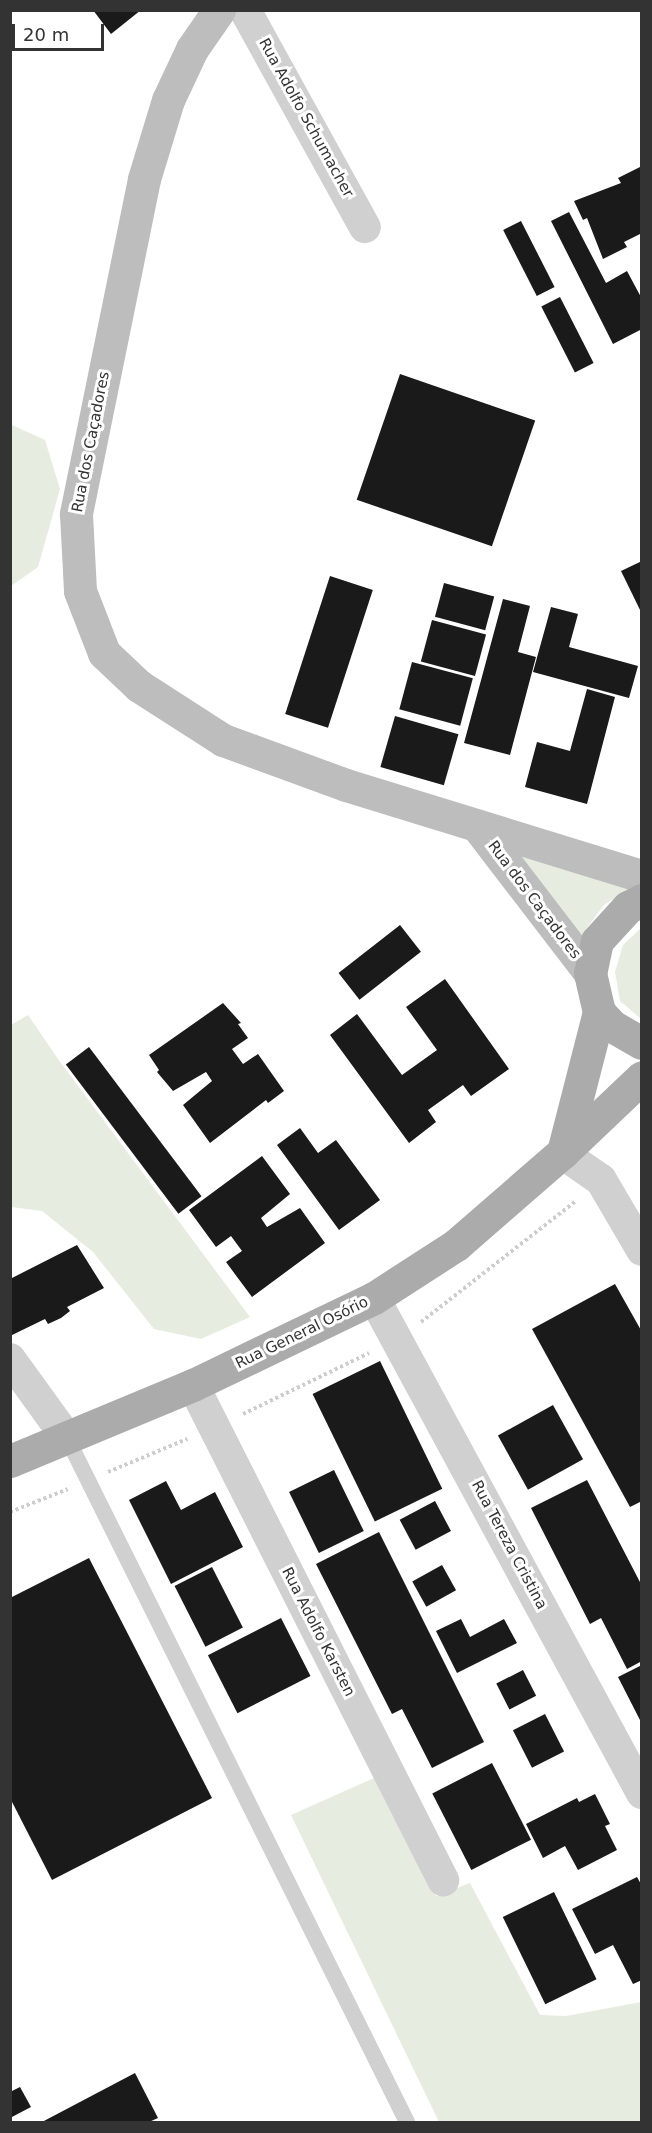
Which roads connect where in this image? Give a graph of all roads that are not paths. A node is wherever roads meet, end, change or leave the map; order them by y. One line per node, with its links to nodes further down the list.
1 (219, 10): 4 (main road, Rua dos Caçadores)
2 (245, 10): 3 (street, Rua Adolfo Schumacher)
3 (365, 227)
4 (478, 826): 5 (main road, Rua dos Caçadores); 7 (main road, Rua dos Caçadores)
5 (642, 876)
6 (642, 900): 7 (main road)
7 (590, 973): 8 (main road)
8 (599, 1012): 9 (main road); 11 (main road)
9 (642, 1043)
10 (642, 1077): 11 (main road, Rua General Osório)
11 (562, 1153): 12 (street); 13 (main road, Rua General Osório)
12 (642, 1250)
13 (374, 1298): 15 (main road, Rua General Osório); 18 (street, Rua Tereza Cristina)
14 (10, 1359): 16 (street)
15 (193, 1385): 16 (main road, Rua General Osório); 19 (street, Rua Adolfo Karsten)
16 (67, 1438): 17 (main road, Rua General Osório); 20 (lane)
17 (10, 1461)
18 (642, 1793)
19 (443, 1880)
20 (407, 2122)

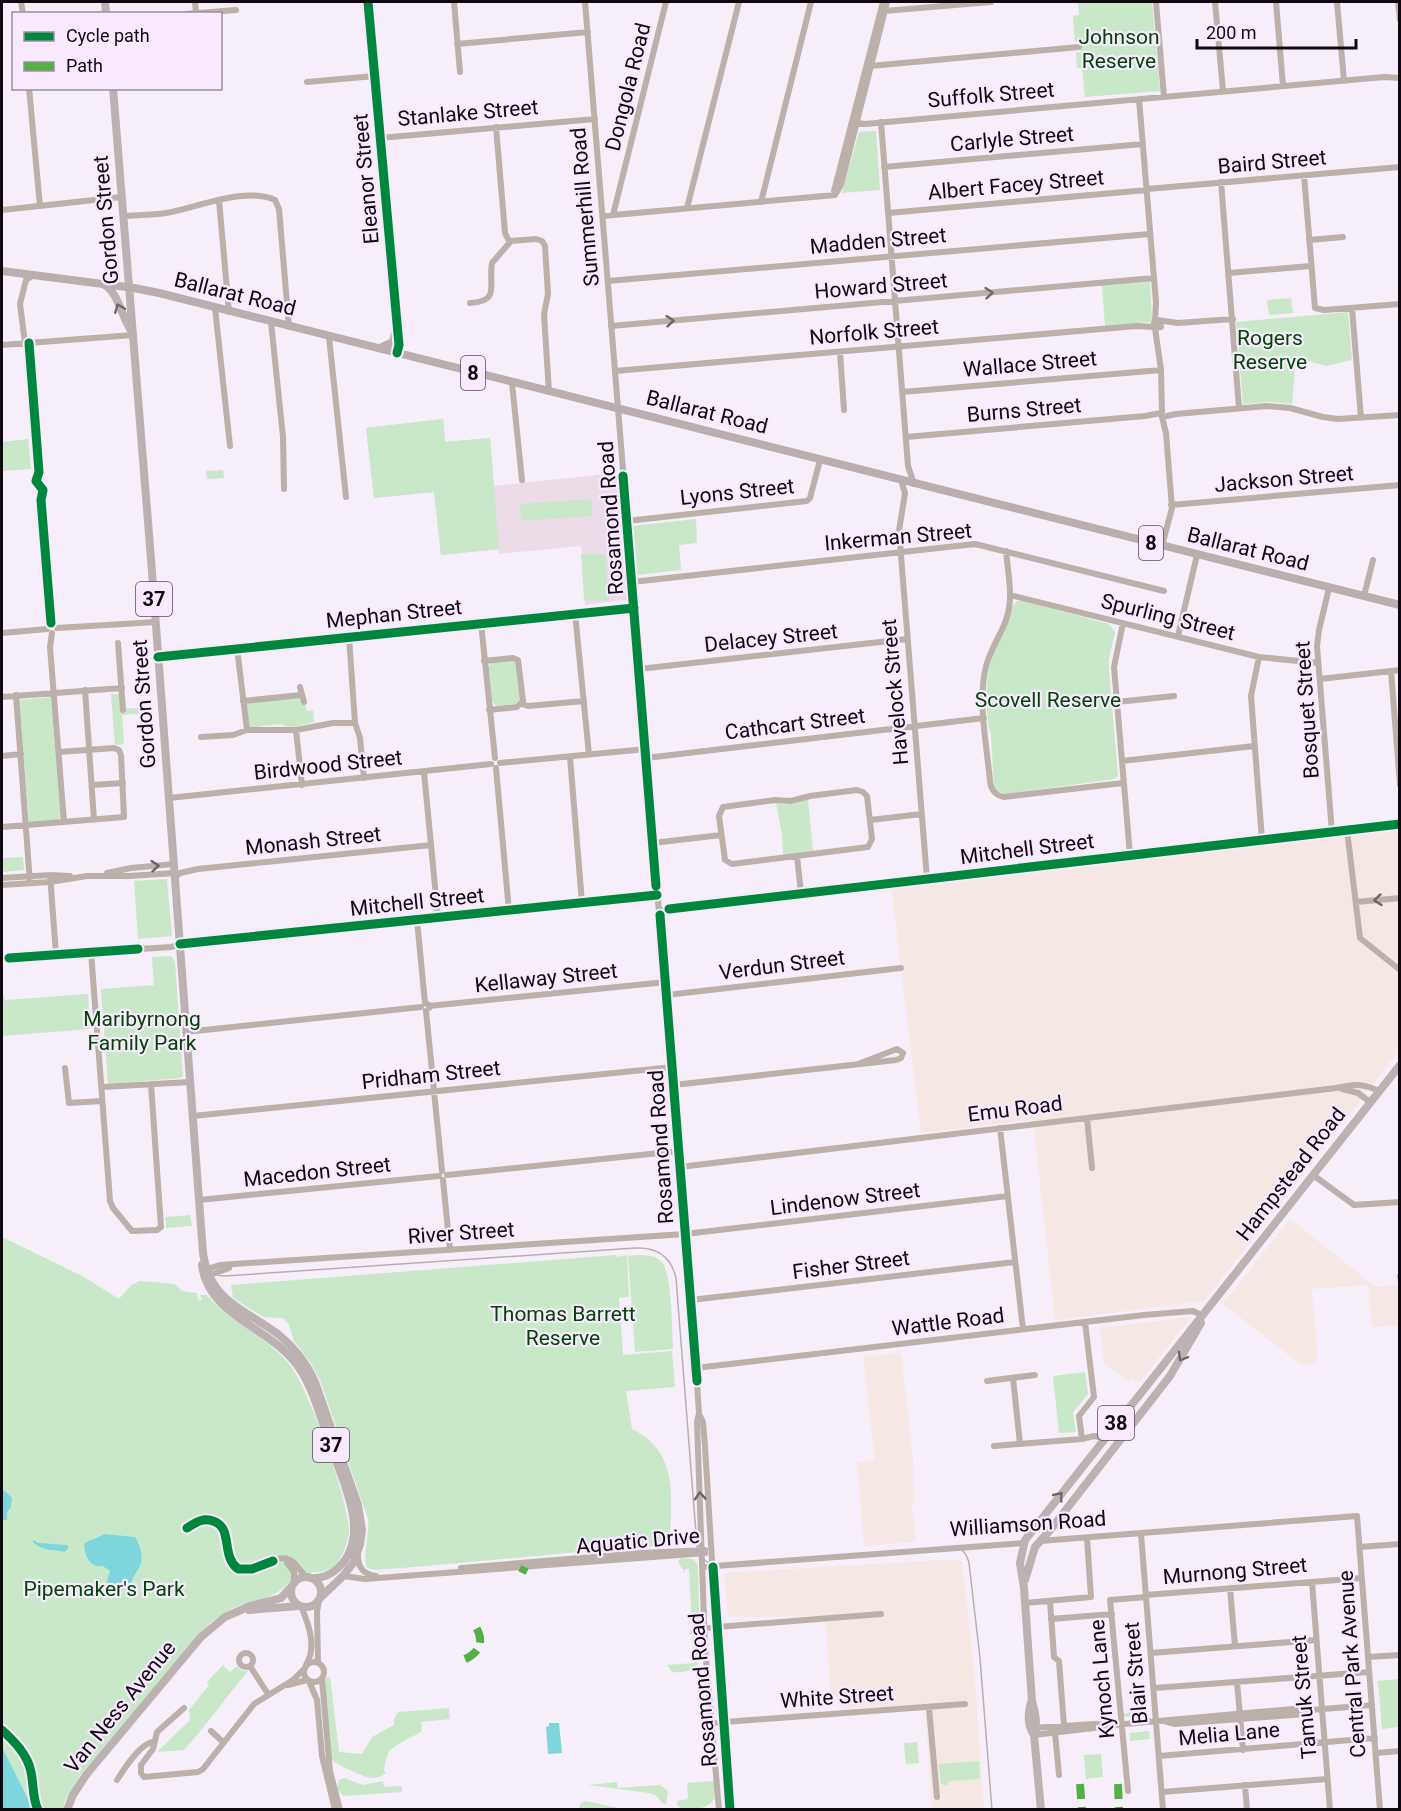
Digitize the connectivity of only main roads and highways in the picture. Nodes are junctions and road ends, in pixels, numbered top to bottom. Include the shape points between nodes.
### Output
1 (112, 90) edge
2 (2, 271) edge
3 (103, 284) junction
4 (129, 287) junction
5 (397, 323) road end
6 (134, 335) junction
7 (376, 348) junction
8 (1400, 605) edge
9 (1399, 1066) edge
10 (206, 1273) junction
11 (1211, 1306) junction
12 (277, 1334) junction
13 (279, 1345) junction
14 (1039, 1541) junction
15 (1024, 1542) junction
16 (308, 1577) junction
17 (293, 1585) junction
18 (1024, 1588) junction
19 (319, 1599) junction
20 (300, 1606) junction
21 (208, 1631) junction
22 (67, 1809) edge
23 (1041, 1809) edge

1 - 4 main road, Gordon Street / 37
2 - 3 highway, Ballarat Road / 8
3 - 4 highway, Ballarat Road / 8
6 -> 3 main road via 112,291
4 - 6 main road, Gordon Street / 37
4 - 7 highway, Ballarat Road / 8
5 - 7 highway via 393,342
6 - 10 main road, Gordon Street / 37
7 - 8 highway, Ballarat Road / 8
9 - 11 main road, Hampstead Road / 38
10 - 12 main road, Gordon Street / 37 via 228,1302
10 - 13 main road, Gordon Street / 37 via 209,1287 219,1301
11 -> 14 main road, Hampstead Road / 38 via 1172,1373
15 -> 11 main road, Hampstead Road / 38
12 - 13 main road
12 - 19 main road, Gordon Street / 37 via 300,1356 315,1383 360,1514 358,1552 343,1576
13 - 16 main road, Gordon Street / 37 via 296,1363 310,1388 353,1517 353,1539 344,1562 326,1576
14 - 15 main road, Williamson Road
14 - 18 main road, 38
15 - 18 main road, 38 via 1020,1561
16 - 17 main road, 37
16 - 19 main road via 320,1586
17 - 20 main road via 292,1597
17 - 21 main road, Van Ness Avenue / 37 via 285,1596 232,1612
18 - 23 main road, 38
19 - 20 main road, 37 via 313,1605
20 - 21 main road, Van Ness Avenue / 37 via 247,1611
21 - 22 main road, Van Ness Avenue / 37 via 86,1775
........
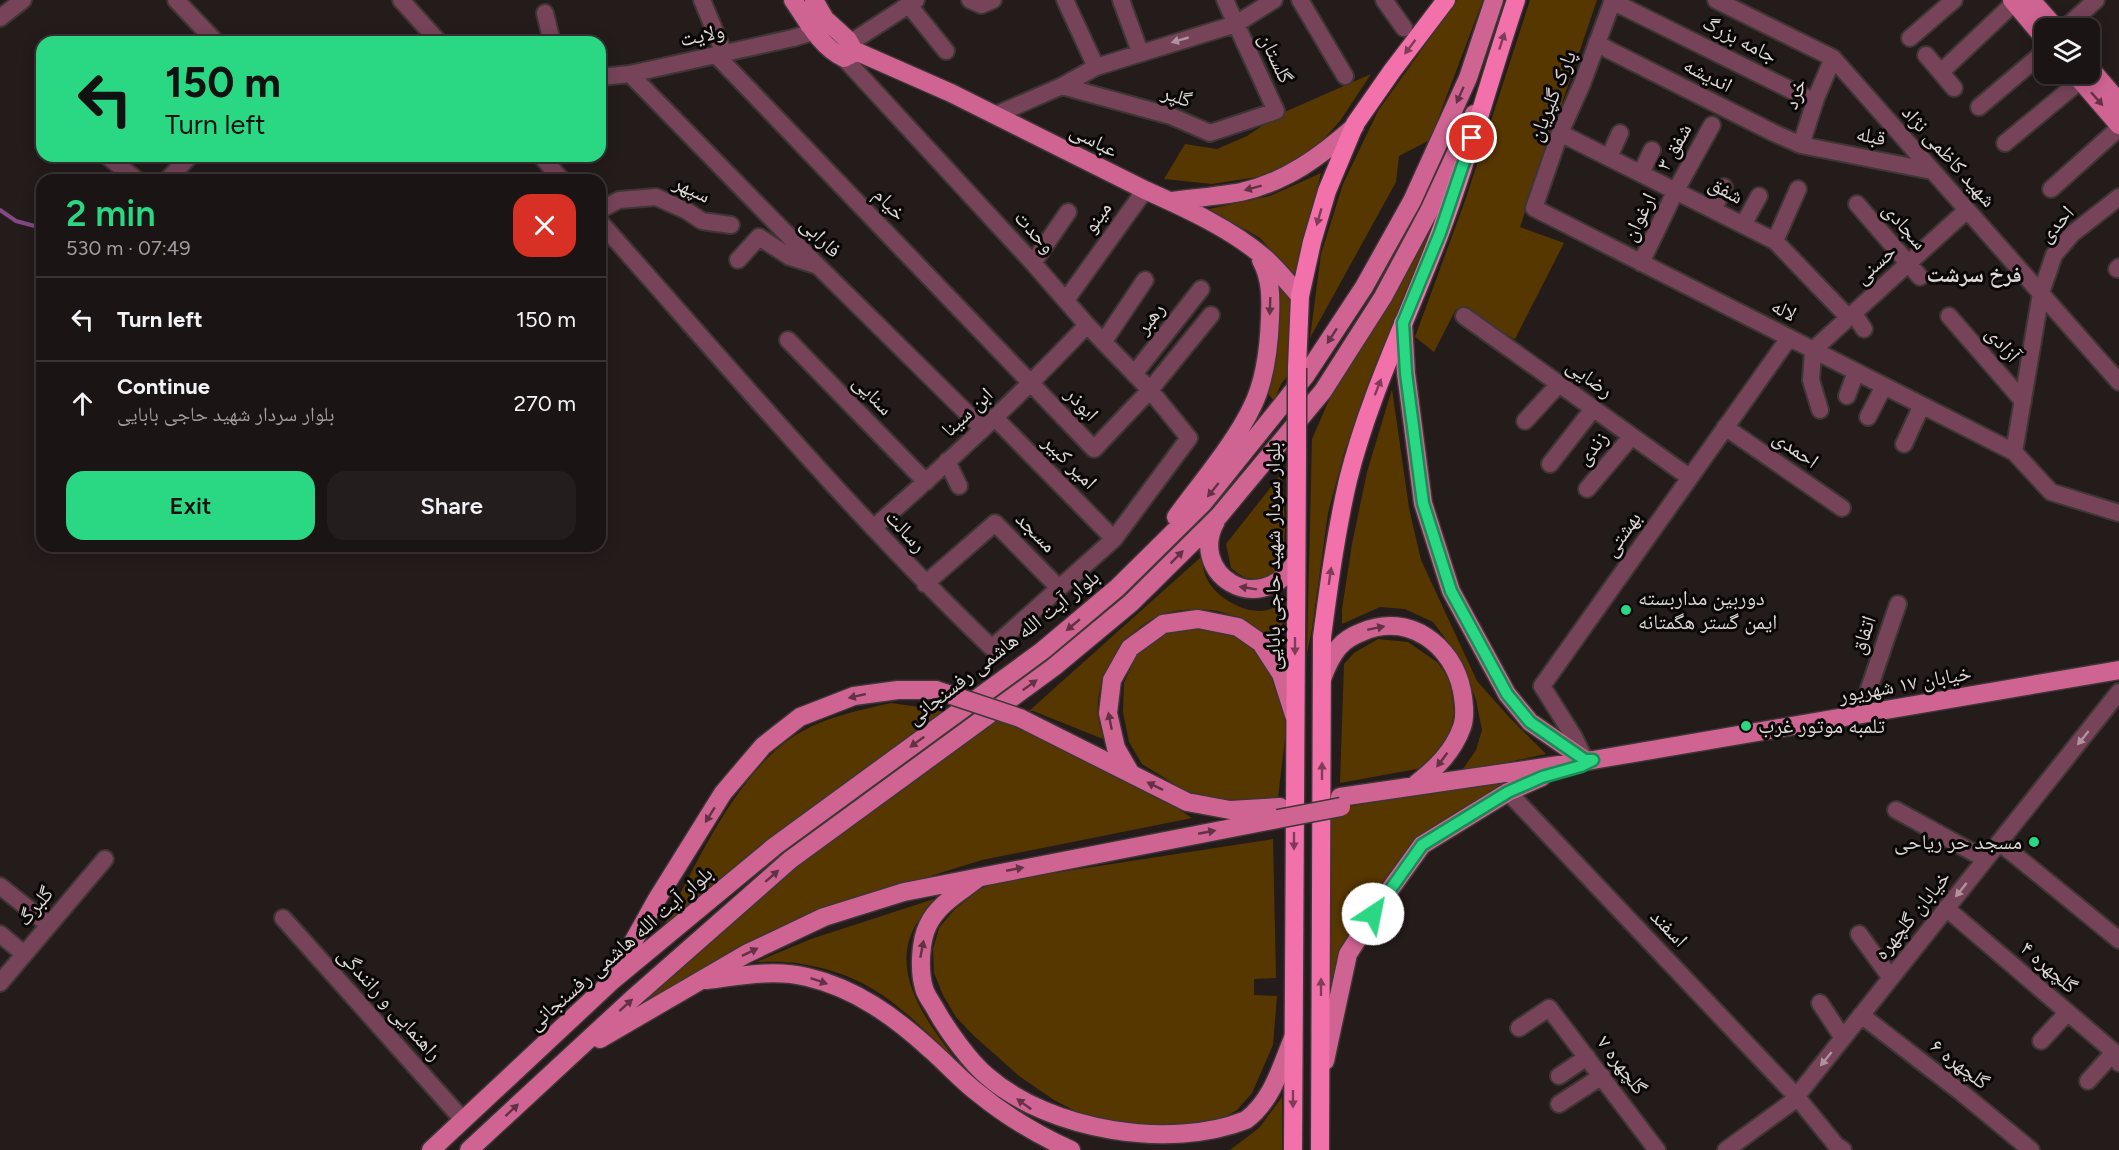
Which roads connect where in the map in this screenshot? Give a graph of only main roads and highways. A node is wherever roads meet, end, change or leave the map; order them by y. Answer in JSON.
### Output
........
■ Exercise ■
Please go through the material and return each line where the word "only" appears.

■ Solution ■
Digitize the connectivity of only main roads and highways in the picture. Nodes are junctions and road ends, in pixels, numbered top to bottom. Include the shape points between nodes.
Which roads connect where in the map in this screenshot? Give a graph of only main roads and highways. A node is wherever roads meet, end, change or leave the map; order them by y. Answer in JSON.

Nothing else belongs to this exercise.